Mars South Pole

This mosaic of 18 images from Viking Orbiter 2 shows Mars's residual south polar cap, which consists mostly of carbon-dioxide ice. But the radar instrument on the Europe Space Agency's Mars Express orbiter has revealed that large deposits of nearly pure water ice lie below the cap.

NASA/JPL/USGS

Even as the durable rovers Spirit and Opportunity continue to trundle across Mars, the Mars Express spacecraft has been exploring the Red Planet from above. Built by the European Space Agency, the heavily instrumented craft carries a radar experiment, known by the acronym MARSIS, designed to probe deeply beneath the Martian surface and reveal the true extent of the planet’s ice reserves. Scientists already knew that both of the planet’s permanent polar caps contain abundant water ice — but they want to know how much more lies hidden underground.

Mars Express arrived on the scene in December 2003, but worries about the experiment’s long, whip-like antennas delayed the start of radar sounding for nearly two years. The first area to get close scrutiny by MARSIS was the broad expanse of layered deposits surrounding the northern cap. By last November the radar soundings turned up a relatively pure "glacier" of material, presumably ice and at least 1 kilometer thick, beneath the cap itself and the entire layered region beyond its outer margin.

More recently, a shift in Mars Express's orbit has allowed MARSIS to probe the planet's south pole. There the buried ice extends down to 3½ kilometers (2 miles) under the cap in some places. Water ice appears quite transparent at radar wavelengths, and the ease with which MARSIS's signal penetrates the polar terrain suggests that the ice is relatively pure. "There's at most only a few percent of impurities," team coleader Jeffrey Plaut (Jet Propulsion Laboratory) told planetary scientists meeting in Houston this week.

Potentially more exciting is MARSIS's discovery that huge quantities of ice may underlie a large plain beyond the southern cap called Dorsa Argentea, which covers 3 million square kilometers, about 2% of the planet's surface. Geologists originally thought Dorsa Argentea was a volcanic plain, but James W. Head III (Brown University) and others recently realized that a broad ice sheet must lie beneath its dusty surface. Plaut reported that MARSIS has found multiple layers stacked beneath Dorsa Argentea to depths of up to 500 meters — and if they’re all ice, they represent a reservoir large enough to cover the entire planet with water to a depth of about 10 meters (30 feet).

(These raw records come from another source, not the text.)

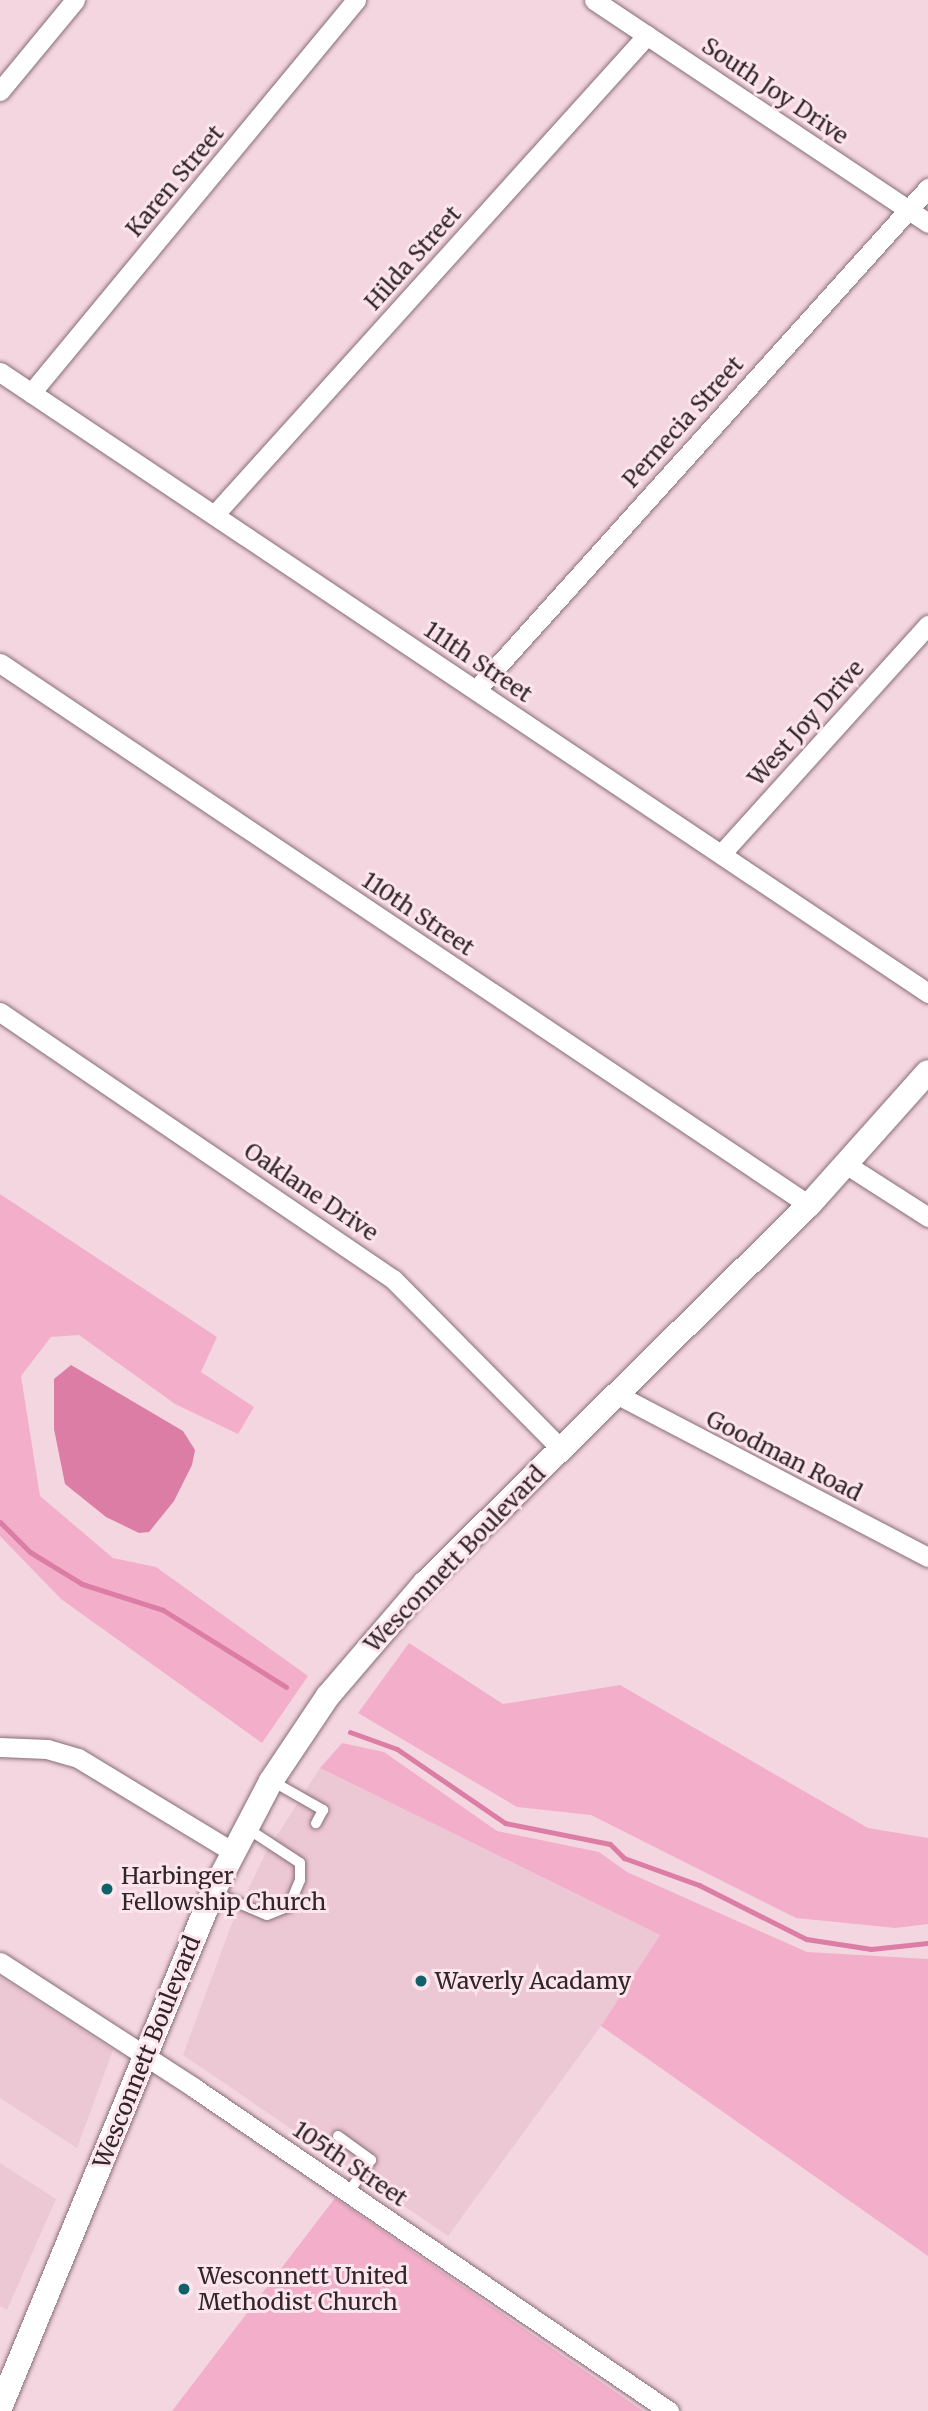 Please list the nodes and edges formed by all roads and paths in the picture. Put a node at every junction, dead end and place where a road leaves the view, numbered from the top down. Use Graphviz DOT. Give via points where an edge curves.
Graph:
graph roads {
  1 [pos="75,0"];
  2 [pos="356,0"];
  3 [pos="594,0"];
  4 [pos="647,35"];
  5 [pos="0,91"];
  6 [pos="928,188"];
  7 [pos="907,209"];
  8 [pos="928,223"];
  9 [pos="3,379"];
  10 [pos="31,393"];
  11 [pos="215,514"];
  12 [pos="928,625"];
  13 [pos="0,663"];
  14 [pos="476,690"];
  15 [pos="721,854"];
  16 [pos="928,993"];
  17 [pos="0,1012"];
  18 [pos="928,1072"];
  19 [pos="847,1165"];
  20 [pos="809,1205"];
  21 [pos="928,1217"];
  22 [pos="618,1395"];
  23 [pos="562,1450"];
  24 [pos="928,1557"];
  25 [pos="0,1747"];
  26 [pos="271,1781"];
  27 [pos="316,1823"];
  28 [pos="245,1828"];
  29 [pos="233,1852"];
  30 [pos="213,1892"];
  31 [pos="0,1962"];
  32 [pos="145,2057"];
  33 [pos="338,2136"];
  34 [pos="348,2193"];
  35 [pos="0,2408"];
  36 [pos="669,2411"];
  1 -- 5 [label="street"];
  2 -- 10 [label="street, Karen Street"];
  3 -- 4 [label="street, South Joy Drive"];
  4 -- 7 [label="street, South Joy Drive"];
  4 -- 11 [label="street, Hilda Street"];
  6 -- 7 [label="street, Pernecia Street"];
  7 -- 8 [label="street, South Joy Drive"];
  7 -- 14 [label="street, Pernecia Street"];
  9 -- 10 [label="street, 111th Street"];
  10 -- 11 [label="street, 111th Street"];
  11 -- 14 [label="street, 111th Street"];
  12 -- 15 [label="street, West Joy Drive"];
  13 -- 20 [label="street, 110th Street"];
  14 -- 15 [label="street, 111th Street"];
  15 -- 16 [label="street, 111th Street"];
  17 -- 23 [label="street, Oaklane Drive" via="394,1279"];
  18 -- 19 [label="street, Wesconnett Boulevard"];
  19 -- 20 [label="street, Wesconnett Boulevard"];
  19 -- 21 [label="street"];
  20 -- 22 [label="street, Wesconnett Boulevard"];
  22 -- 23 [label="street, Wesconnett Boulevard"];
  22 -- 24 [label="street, Goodman Road"];
  23 -- 26 [label="street, Wesconnett Boulevard" via="425,1583 370,1644"];
  25 -- 29 [label="street" via="47,1749 78,1758"];
  26 -- 27 [label="lane" via="323,1810"];
  26 -- 28 [label="street, Wesconnett Boulevard"];
  28 -- 29 [label="street, Wesconnett Boulevard"];
  28 -- 30 [label="lane" via="300,1863 300,1880 289,1906 267,1915"];
  29 -- 30 [label="street, Wesconnett Boulevard"];
  30 -- 32 [label="street, Wesconnett Boulevard"];
  31 -- 32 [label="street, 105th Street"];
  32 -- 34 [label="street, 105th Street"];
  32 -- 35 [label="street, Wesconnett Boulevard"];
  33 -- 34 [label="lane" via="371,2160"];
  34 -- 36 [label="street, 105th Street"];
}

MARSIS can’t determine whether buried ice lies very close to the surface. However, NASA’s Mars Odyssey orbiter can, and it found that water ice, water-bearing minerals, or both lie less than 1 meter down virtually everywhere poleward of 60° latitude in both hemispheres. Whether this ice-rich terrain represents the tip of a vast subterranean iceberg will be revealed in the coming months by the more sensitive radar sounder aboard NASA’s Mars Reconnaissance Orbiter (MRO), which began orbiting the planet on March 10th.

With the arrival of MRO, the count of spacecraft now either orbiting Mars or crawling on its surface has climbed to six.